PROBLEM STATEMENT: Images in the records should be skipped while the rest is transcribed verbatim.

PROVIDED MATERIAL:

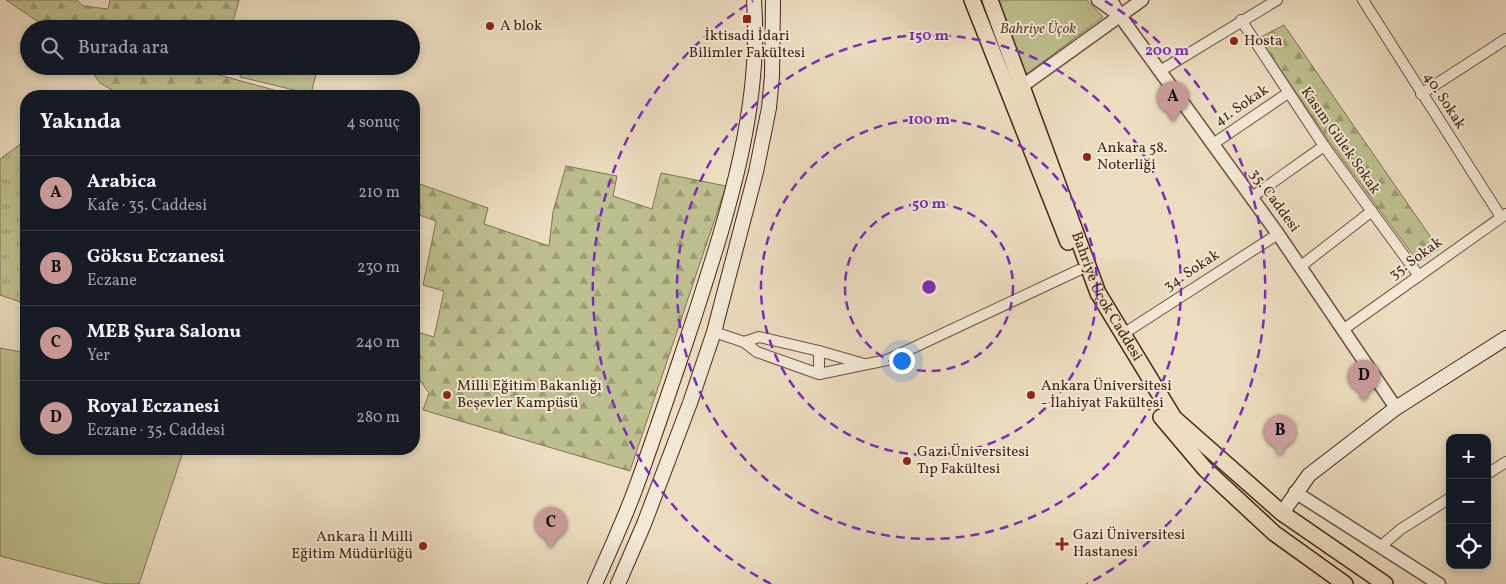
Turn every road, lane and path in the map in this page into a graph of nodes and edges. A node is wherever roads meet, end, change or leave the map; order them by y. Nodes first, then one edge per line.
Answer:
1 (754, 0) edge
2 (774, 0) edge
3 (972, 0) edge
4 (990, 0) edge
5 (1098, 0) edge
6 (1111, 0) edge
7 (1142, 0) edge
8 (1277, 0) edge
9 (1363, 0) edge
10 (1120, 16) junction
11 (1241, 20) junction
12 (1506, 39) edge
13 (1160, 70) junction
14 (1021, 87) junction
15 (1288, 93) junction
16 (1421, 94) junction
17 (1213, 144) junction
18 (1324, 146) junction
19 (1252, 197) junction
20 (1372, 211) junction
21 (1504, 215) edge
22 (1278, 234) junction
23 (1301, 266) junction
24 (1079, 270) junction
25 (1419, 276) junction
26 (1344, 329) junction
27 (714, 332) junction
28 (1123, 334) junction
29 (1506, 338) edge
30 (744, 342) junction
31 (819, 351) junction
32 (866, 364) junction
33 (819, 374) junction
34 (1396, 408) junction
35 (1506, 462) edge
36 (1491, 471) edge
37 (1295, 492) junction
38 (1446, 501) edge
39 (1282, 513) junction
40 (1275, 532) junction
41 (1381, 546) junction
42 (595, 584) edge
43 (618, 584) edge
44 (1345, 584) edge
45 (1385, 584) edge
46 (1439, 584) edge

1 - 42 main road
2 - 27 main road
3 - 24 main road, Bahriye Üçok Caddesi
4 - 14 main road, Bahriye Üçok Caddesi
5 - 10 street
6 - 10 street
7 - 10 street
8 - 11 street
9 - 16 street, 40. Sokak
10 - 13 street, 35. Caddesi
10 - 14 street
11 - 13 street
11 - 15 street, Kasım Gülek Sokak
12 - 16 street
13 - 17 street, 35. Caddesi
14 - 28 main road, Bahriye Üçok Caddesi
15 - 17 street, 41. Sokak
15 - 18 street, Kasım Gülek Sokak
16 - 21 street, 40. Sokak
17 - 19 street, 35. Caddesi
18 - 19 street
18 - 20 street, Kasım Gülek Sokak
19 - 22 street, 35. Caddesi
20 - 23 street
20 - 25 street, Kasım Gülek Sokak
21 - 25 street, 35. Sokak
22 - 23 street, 35. Caddesi
22 - 28 street, 34. Sokak
23 - 26 street, 35. Caddesi
24 - 32 street
24 - 40 main road, Bahriye Üçok Caddesi
25 - 26 street, 35. Sokak
26 - 34 street, 35. Caddesi
27 - 30 street
27 - 43 main road
28 - 39 main road, Bahriye Üçok Caddesi
29 - 34 main road
30 - 31 street
30 - 33 street
31 - 32 street
31 - 33 street
32 - 33 street
34 - 37 main road
35 - 36 street
37 - 39 main road
37 - 41 street
38 - 41 street
39 - 40 main road
39 - 45 main road, Bahriye Üçok Caddesi
40 - 44 main road, Bahriye Üçok Caddesi
41 - 46 street

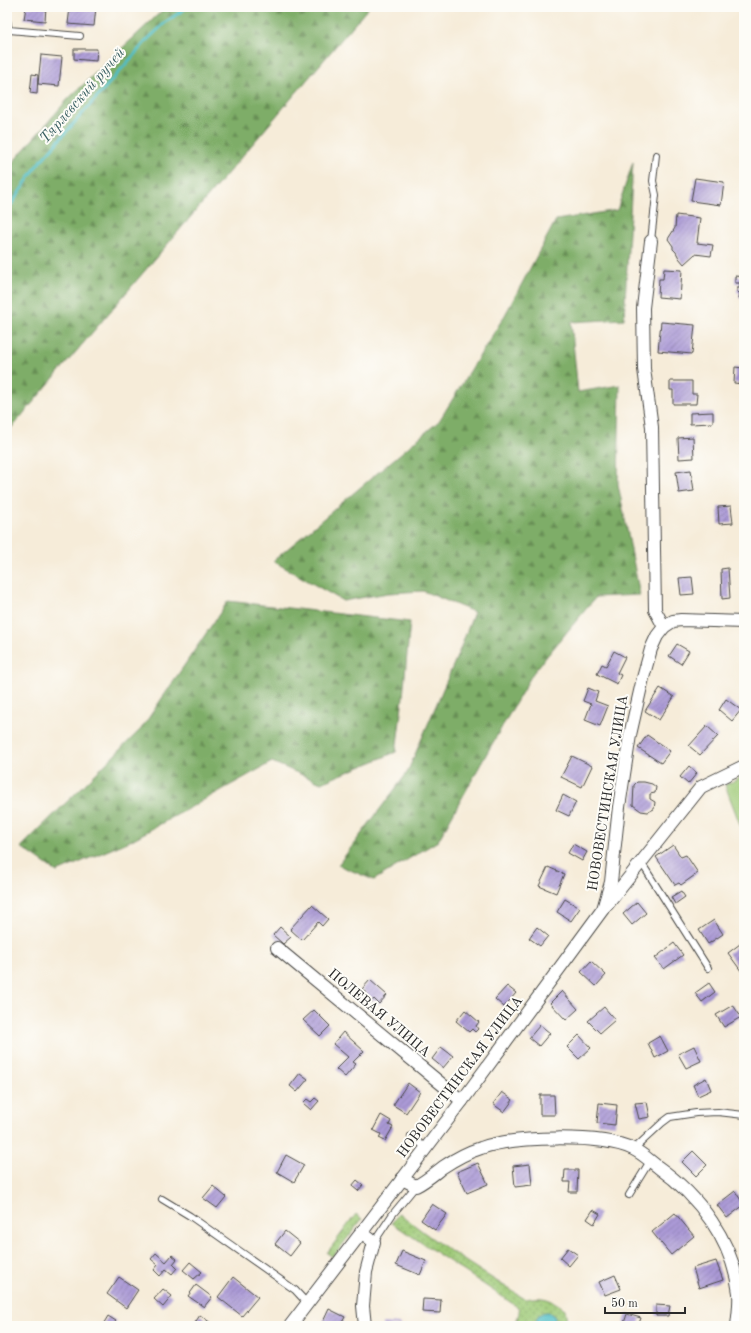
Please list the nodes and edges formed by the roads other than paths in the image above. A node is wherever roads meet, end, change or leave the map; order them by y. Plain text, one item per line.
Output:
1 (7, 20) edge
2 (80, 36) dead end
3 (656, 155) dead end
4 (651, 241) joint
5 (744, 622) edge
6 (664, 627) junction
7 (744, 766) edge
8 (641, 862) junction
9 (603, 909) junction
10 (277, 948) dead end
11 (708, 968) dead end
12 (462, 1101) junction
13 (744, 1115) edge
14 (412, 1136) dead end
15 (426, 1148) junction
16 (634, 1149) junction
17 (650, 1161) junction
18 (402, 1179) junction
19 (416, 1186) junction
20 (629, 1195) dead end
21 (162, 1199) dead end
22 (361, 1232) junction
23 (374, 1242) junction
24 (307, 1303) junction
25 (290, 1326) edge
26 (365, 1326) edge
27 (738, 1326) edge

1 - 2 lane
3 - 4 lane
4 - 6 street
5 - 6 street
6 - 9 street, НОВОВЕСТИНСКАЯ УЛИЦА
7 - 8 street
8 - 9 street
8 - 11 lane
9 - 12 street, НОВОВЕСТИНСКАЯ УЛИЦА
10 - 12 street, ПОЛЕВАЯ УЛИЦА
12 - 15 street, НОВОВЕСТИНСКАЯ УЛИЦА
13 - 16 lane
14 - 15 lane
15 - 18 street, НОВОВЕСТИНСКАЯ УЛИЦА
16 - 17 street
16 - 19 street
17 - 20 lane
17 - 27 street
18 - 19 street
18 - 22 street, НОВОВЕСТИНСКАЯ УЛИЦА
19 - 23 lane
21 - 24 lane
22 - 23 street
22 - 24 street, НОВОВЕСТИНСКАЯ УЛИЦА
23 - 26 street
24 - 25 street, НОВОВЕСТИНСКАЯ УЛИЦА

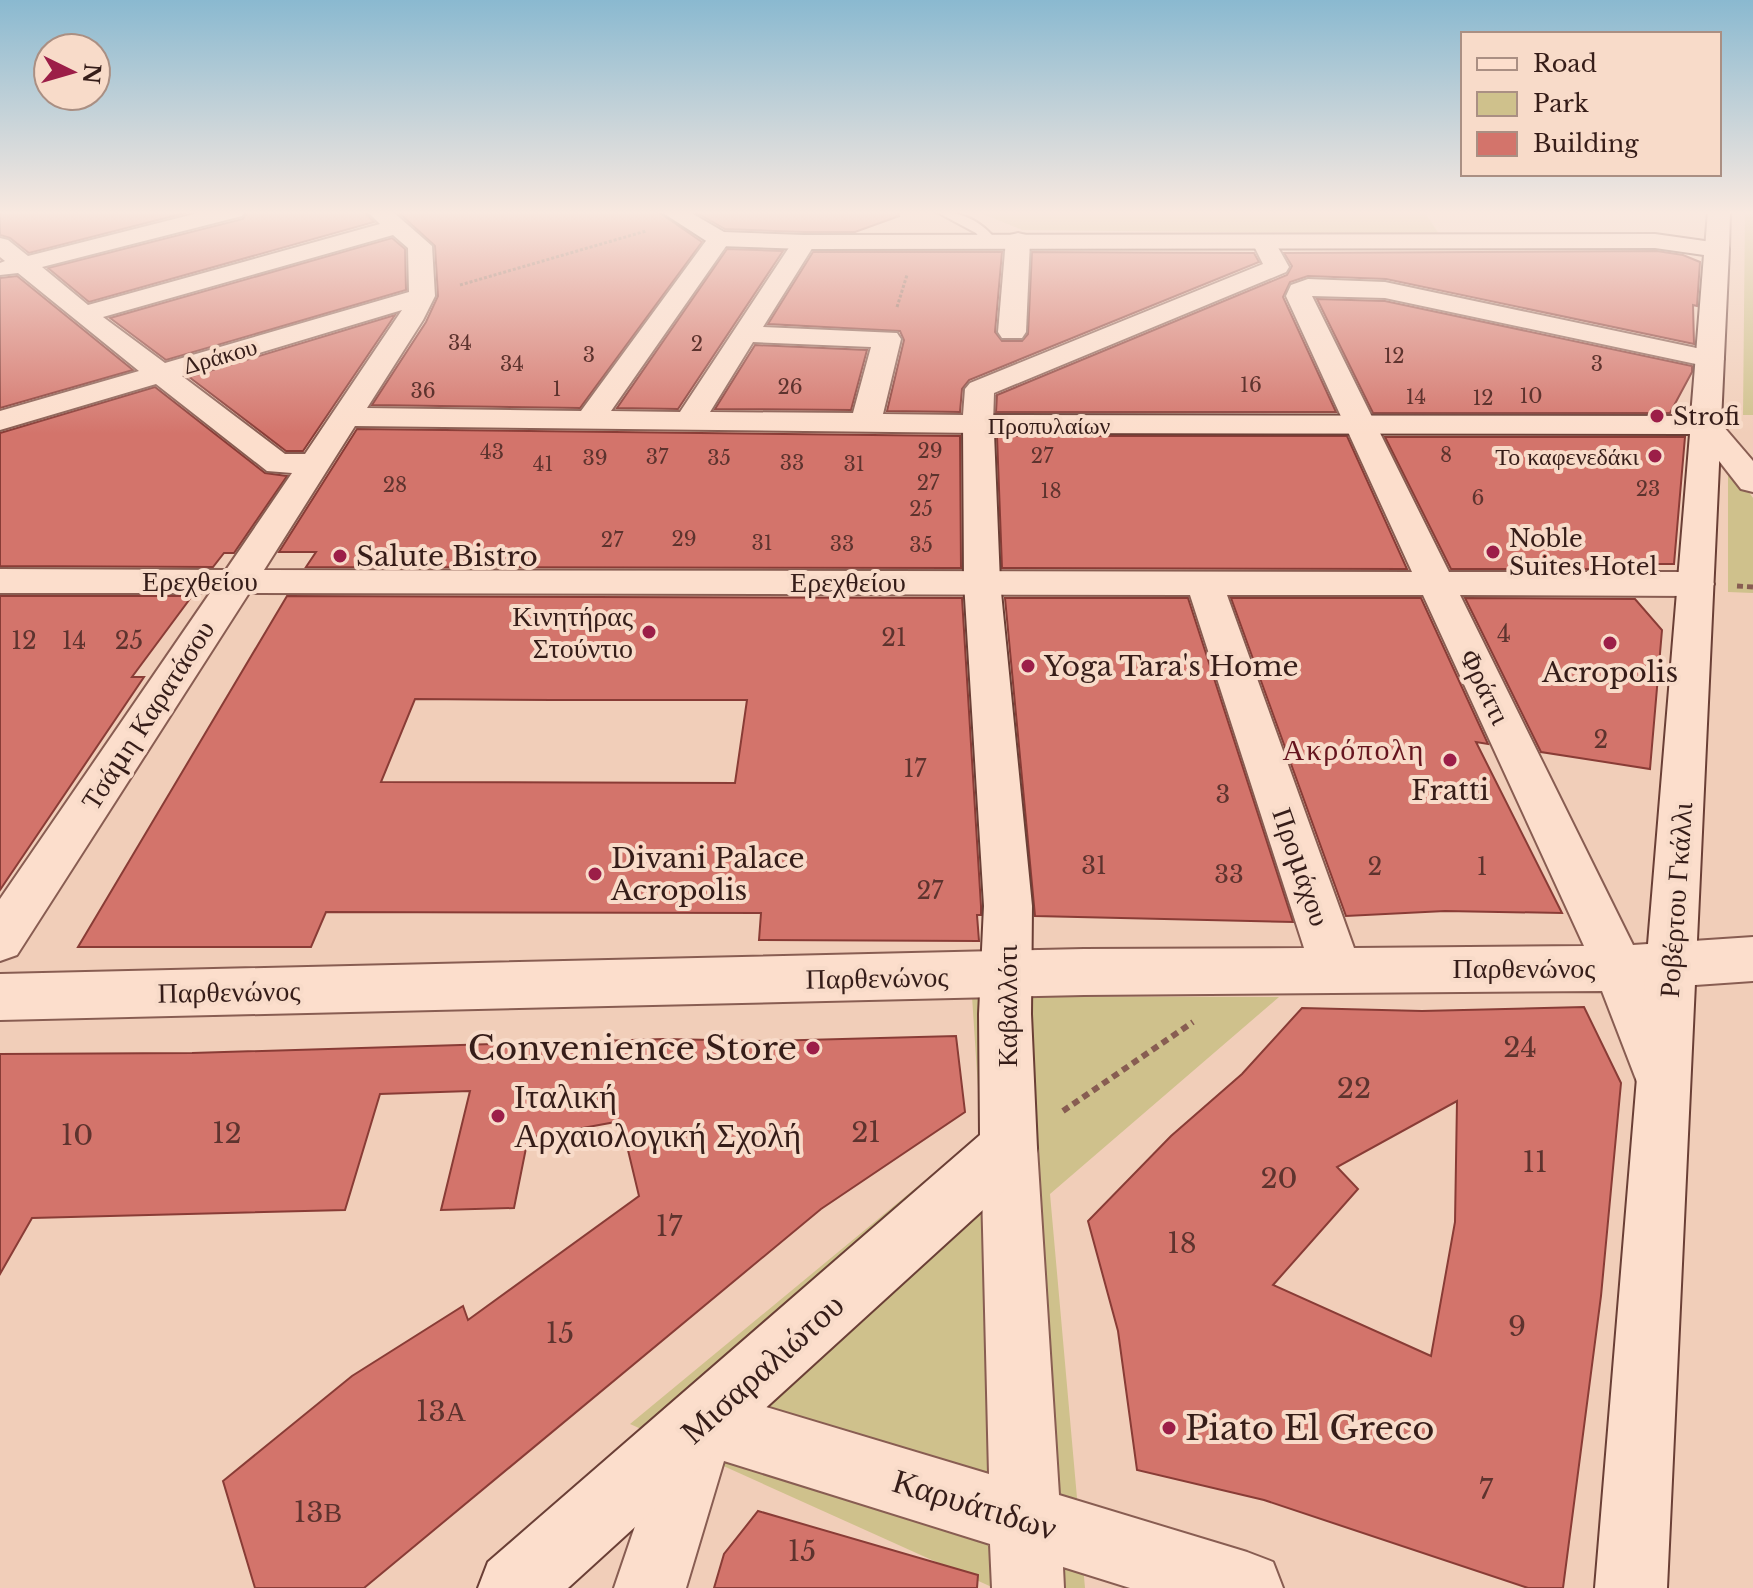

RESPONSE TO THE EXERCISE:
Turn every road, lane and path in the map in this page into a graph of nodes and edges. A node is wherever roads meet, end, change or leave the map; order them by y. Nodes first, then one edge per line.
Answer:
1 (754, 0) edge
2 (774, 0) edge
3 (972, 0) edge
4 (990, 0) edge
5 (1098, 0) edge
6 (1111, 0) edge
7 (1142, 0) edge
8 (1277, 0) edge
9 (1363, 0) edge
10 (1120, 16) junction
11 (1241, 20) junction
12 (1506, 39) edge
13 (1160, 70) junction
14 (1021, 87) junction
15 (1288, 93) junction
16 (1421, 94) junction
17 (1213, 144) junction
18 (1324, 146) junction
19 (1252, 197) junction
20 (1372, 211) junction
21 (1504, 215) edge
22 (1278, 234) junction
23 (1301, 266) junction
24 (1079, 270) junction
25 (1419, 276) junction
26 (1344, 329) junction
27 (714, 332) junction
28 (1123, 334) junction
29 (1506, 338) edge
30 (744, 342) junction
31 (819, 351) junction
32 (866, 364) junction
33 (819, 374) junction
34 (1396, 408) junction
35 (1506, 462) edge
36 (1491, 471) edge
37 (1295, 492) junction
38 (1446, 501) edge
39 (1282, 513) junction
40 (1275, 532) junction
41 (1381, 546) junction
42 (595, 584) edge
43 (618, 584) edge
44 (1345, 584) edge
45 (1385, 584) edge
46 (1439, 584) edge

1 - 42 main road
2 - 27 main road
3 - 24 main road, Bahriye Üçok Caddesi
4 - 14 main road, Bahriye Üçok Caddesi
5 - 10 street
6 - 10 street
7 - 10 street
8 - 11 street
9 - 16 street, 40. Sokak
10 - 13 street, 35. Caddesi
10 - 14 street
11 - 13 street
11 - 15 street, Kasım Gülek Sokak
12 - 16 street
13 - 17 street, 35. Caddesi
14 - 28 main road, Bahriye Üçok Caddesi
15 - 17 street, 41. Sokak
15 - 18 street, Kasım Gülek Sokak
16 - 21 street, 40. Sokak
17 - 19 street, 35. Caddesi
18 - 19 street
18 - 20 street, Kasım Gülek Sokak
19 - 22 street, 35. Caddesi
20 - 23 street
20 - 25 street, Kasım Gülek Sokak
21 - 25 street, 35. Sokak
22 - 23 street, 35. Caddesi
22 - 28 street, 34. Sokak
23 - 26 street, 35. Caddesi
24 - 32 street
24 - 40 main road, Bahriye Üçok Caddesi
25 - 26 street, 35. Sokak
26 - 34 street, 35. Caddesi
27 - 30 street
27 - 43 main road
28 - 39 main road, Bahriye Üçok Caddesi
29 - 34 main road
30 - 31 street
30 - 33 street
31 - 32 street
31 - 33 street
32 - 33 street
34 - 37 main road
35 - 36 street
37 - 39 main road
37 - 41 street
38 - 41 street
39 - 40 main road
39 - 45 main road, Bahriye Üçok Caddesi
40 - 44 main road, Bahriye Üçok Caddesi
41 - 46 street

Please list the nodes and edges formed by the roads other than paths in the image above. A node is wherever roads meet, end, change or leave the map; order them by y. Plain text, one item per line.
Output:
1 (7, 20) edge
2 (80, 36) dead end
3 (656, 155) dead end
4 (651, 241) joint
5 (744, 622) edge
6 (664, 627) junction
7 (744, 766) edge
8 (641, 862) junction
9 (603, 909) junction
10 (277, 948) dead end
11 (708, 968) dead end
12 (462, 1101) junction
13 (744, 1115) edge
14 (412, 1136) dead end
15 (426, 1148) junction
16 (634, 1149) junction
17 (650, 1161) junction
18 (402, 1179) junction
19 (416, 1186) junction
20 (629, 1195) dead end
21 (162, 1199) dead end
22 (361, 1232) junction
23 (374, 1242) junction
24 (307, 1303) junction
25 (290, 1326) edge
26 (365, 1326) edge
27 (738, 1326) edge

1 - 2 lane
3 - 4 lane
4 - 6 street
5 - 6 street
6 - 9 street, НОВОВЕСТИНСКАЯ УЛИЦА
7 - 8 street
8 - 9 street
8 - 11 lane
9 - 12 street, НОВОВЕСТИНСКАЯ УЛИЦА
10 - 12 street, ПОЛЕВАЯ УЛИЦА
12 - 15 street, НОВОВЕСТИНСКАЯ УЛИЦА
13 - 16 lane
14 - 15 lane
15 - 18 street, НОВОВЕСТИНСКАЯ УЛИЦА
16 - 17 street
16 - 19 street
17 - 20 lane
17 - 27 street
18 - 19 street
18 - 22 street, НОВОВЕСТИНСКАЯ УЛИЦА
19 - 23 lane
21 - 24 lane
22 - 23 street
22 - 24 street, НОВОВЕСТИНСКАЯ УЛИЦА
23 - 26 street
24 - 25 street, НОВОВЕСТИНСКАЯ УЛИЦА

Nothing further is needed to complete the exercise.